Different from the ResNeXt basic building block, each processing module 310-1 to 310-n shown in FIG. 3 is respectively used for extracting partial feature data with different dimensions from the data to be processed, and correspondingly, the fusion module 320 splices the partial feature data output by the multi-path processing modules 310-1 to 310-n to obtain the feature data of the data to be processed. Therefore, with the network building block 300 according to the embodiment of the present invention, a small neural network with a relatively small number of layers can be built to achieve a function equivalent to that of a neural network using resenext while keeping the number of network parameters relatively unchanged.

As mentioned above, the network building block 300 may be a residual network building block, which is constructed and trained based on residual learning between the network layers in the processing modules 310-1-310-n.

FIG. 4 is a flow diagram illustrating a data feature extraction method according to some embodiments of the invention.

Referring to fig. 4, in step S410, data to be processed is acquired.

Here, the acquired data to be processed may be any form of data having a content or pattern characteristic, such as text content data, voice data, image data, video data, and the like. In the subsequent processing, feature data thereof is to be extracted from the data to be processed.

In step S420, feature data is extracted from the data to be processed through a deep neural network including at least one network building block 300. The network building block 300 comprises a fusion module 320 and multiple processing modules 310-1-310-n connected in parallel, partial feature data of the data to be processed are respectively extracted through the processing modules 310-1-310-n, the partial feature data extracted by the processing modules 310-1-310-n belong to feature data with different dimensions, and the partial feature data output by the processing modules 310-1-310-n are spliced together through the fusion module 320 to serve as output data of the network building block 300.

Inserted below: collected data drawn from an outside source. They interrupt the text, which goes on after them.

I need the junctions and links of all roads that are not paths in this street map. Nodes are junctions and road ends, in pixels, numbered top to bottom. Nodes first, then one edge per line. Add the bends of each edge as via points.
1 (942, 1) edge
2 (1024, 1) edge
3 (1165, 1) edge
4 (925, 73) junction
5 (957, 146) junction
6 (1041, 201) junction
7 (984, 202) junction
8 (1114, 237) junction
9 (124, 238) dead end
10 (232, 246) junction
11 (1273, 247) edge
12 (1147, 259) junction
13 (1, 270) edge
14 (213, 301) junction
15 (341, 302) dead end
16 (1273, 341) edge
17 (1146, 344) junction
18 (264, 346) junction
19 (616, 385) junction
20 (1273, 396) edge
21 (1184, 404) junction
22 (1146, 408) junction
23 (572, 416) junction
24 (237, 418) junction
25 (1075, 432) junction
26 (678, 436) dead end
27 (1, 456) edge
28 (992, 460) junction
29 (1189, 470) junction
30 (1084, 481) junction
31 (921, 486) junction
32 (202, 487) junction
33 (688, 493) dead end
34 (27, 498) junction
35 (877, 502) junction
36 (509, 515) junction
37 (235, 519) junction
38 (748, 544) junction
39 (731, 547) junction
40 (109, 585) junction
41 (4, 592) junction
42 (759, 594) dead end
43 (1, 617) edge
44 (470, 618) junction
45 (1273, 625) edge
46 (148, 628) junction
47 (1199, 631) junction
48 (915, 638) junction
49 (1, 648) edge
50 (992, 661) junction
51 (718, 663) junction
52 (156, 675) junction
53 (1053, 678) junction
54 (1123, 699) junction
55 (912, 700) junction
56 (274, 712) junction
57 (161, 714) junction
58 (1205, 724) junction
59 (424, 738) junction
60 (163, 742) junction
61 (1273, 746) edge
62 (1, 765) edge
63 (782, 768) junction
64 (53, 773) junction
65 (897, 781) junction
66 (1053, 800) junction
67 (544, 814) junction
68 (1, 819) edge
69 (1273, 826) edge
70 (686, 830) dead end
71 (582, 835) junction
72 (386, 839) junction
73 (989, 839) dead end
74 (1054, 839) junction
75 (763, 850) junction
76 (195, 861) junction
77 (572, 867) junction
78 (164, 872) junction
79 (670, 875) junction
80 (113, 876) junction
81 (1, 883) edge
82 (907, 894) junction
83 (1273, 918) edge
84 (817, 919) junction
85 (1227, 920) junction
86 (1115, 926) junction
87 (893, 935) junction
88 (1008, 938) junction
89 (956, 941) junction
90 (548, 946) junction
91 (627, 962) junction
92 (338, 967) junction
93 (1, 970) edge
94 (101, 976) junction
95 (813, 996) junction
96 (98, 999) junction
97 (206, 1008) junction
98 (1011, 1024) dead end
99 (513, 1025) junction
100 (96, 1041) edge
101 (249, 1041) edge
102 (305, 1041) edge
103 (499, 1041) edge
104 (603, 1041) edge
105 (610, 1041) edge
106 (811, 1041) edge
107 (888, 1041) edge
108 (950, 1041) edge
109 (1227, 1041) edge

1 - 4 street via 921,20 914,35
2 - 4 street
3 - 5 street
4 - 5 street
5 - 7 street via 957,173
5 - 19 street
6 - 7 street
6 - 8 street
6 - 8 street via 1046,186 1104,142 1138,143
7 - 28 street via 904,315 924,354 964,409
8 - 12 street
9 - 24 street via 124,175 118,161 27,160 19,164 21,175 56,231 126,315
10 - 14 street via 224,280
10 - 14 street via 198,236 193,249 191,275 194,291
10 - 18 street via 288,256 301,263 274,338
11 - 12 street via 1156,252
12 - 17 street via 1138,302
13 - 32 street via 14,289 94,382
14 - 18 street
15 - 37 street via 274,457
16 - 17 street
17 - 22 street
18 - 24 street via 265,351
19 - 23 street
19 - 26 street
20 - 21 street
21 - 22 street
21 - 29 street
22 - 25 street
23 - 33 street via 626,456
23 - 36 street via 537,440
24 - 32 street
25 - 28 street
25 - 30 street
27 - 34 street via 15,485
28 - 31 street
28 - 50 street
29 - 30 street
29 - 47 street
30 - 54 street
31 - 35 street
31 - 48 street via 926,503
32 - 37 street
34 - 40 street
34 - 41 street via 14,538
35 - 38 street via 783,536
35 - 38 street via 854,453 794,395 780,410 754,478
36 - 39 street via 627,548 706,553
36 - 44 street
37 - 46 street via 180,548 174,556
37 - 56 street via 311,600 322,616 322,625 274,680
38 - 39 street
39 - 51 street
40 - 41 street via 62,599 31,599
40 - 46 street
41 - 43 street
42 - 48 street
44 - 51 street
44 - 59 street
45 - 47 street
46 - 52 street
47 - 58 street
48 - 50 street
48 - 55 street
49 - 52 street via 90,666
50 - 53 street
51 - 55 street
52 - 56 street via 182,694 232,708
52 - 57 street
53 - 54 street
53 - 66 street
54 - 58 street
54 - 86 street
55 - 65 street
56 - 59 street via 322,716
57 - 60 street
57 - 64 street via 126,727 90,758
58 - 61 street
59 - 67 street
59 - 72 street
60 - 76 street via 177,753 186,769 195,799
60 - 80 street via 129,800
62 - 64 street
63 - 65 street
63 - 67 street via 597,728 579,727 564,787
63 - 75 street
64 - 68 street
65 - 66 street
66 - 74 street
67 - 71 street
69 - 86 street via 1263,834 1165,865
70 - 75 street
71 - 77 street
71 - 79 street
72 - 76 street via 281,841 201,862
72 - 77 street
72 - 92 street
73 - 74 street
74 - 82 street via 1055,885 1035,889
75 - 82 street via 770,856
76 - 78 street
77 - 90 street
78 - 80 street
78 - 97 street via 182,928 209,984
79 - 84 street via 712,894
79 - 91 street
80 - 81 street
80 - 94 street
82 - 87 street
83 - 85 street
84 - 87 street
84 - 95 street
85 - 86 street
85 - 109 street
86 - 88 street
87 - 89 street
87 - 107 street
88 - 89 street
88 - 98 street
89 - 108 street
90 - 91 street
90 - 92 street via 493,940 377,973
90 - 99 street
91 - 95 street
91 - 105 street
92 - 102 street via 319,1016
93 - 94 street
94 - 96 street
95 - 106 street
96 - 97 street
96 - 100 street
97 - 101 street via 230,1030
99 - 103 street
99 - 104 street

Through the foregoing process, a small deep neural network for extracting feature data can be constructed by a network building block having a small number of layers, thereby achieving a desired function using the small deep neural network in the case where data is insufficient or computing power is limited.

The processing module 310 may have any number of convolutional layers with no less than 2 layers. For example, in the network building block 300 shown in fig. 3, the processing module 310 has two convolutional layers, including a first convolutional layer whose input receives the input of the processing module 310 and a second convolutional layer whose input receives the output of the first convolutional layer. Optionally, the first convolutional layer and the second convolutional layer are learned and fitted by a residual function.

The number of output channels of the first convolution layer is the same as the number of input channels of the second convolution layer. Thus, the second convolutional layer can directly receive and process the output data of the first convolutional layer without any conversion, merging, deletion, padding, and the like.

In order to keep the number of output channels of the network building block 300, optionally, the number of input channels of the first convolutional layer in the processing module 310 is set to be the same as the number of output channels of the second convolutional layer.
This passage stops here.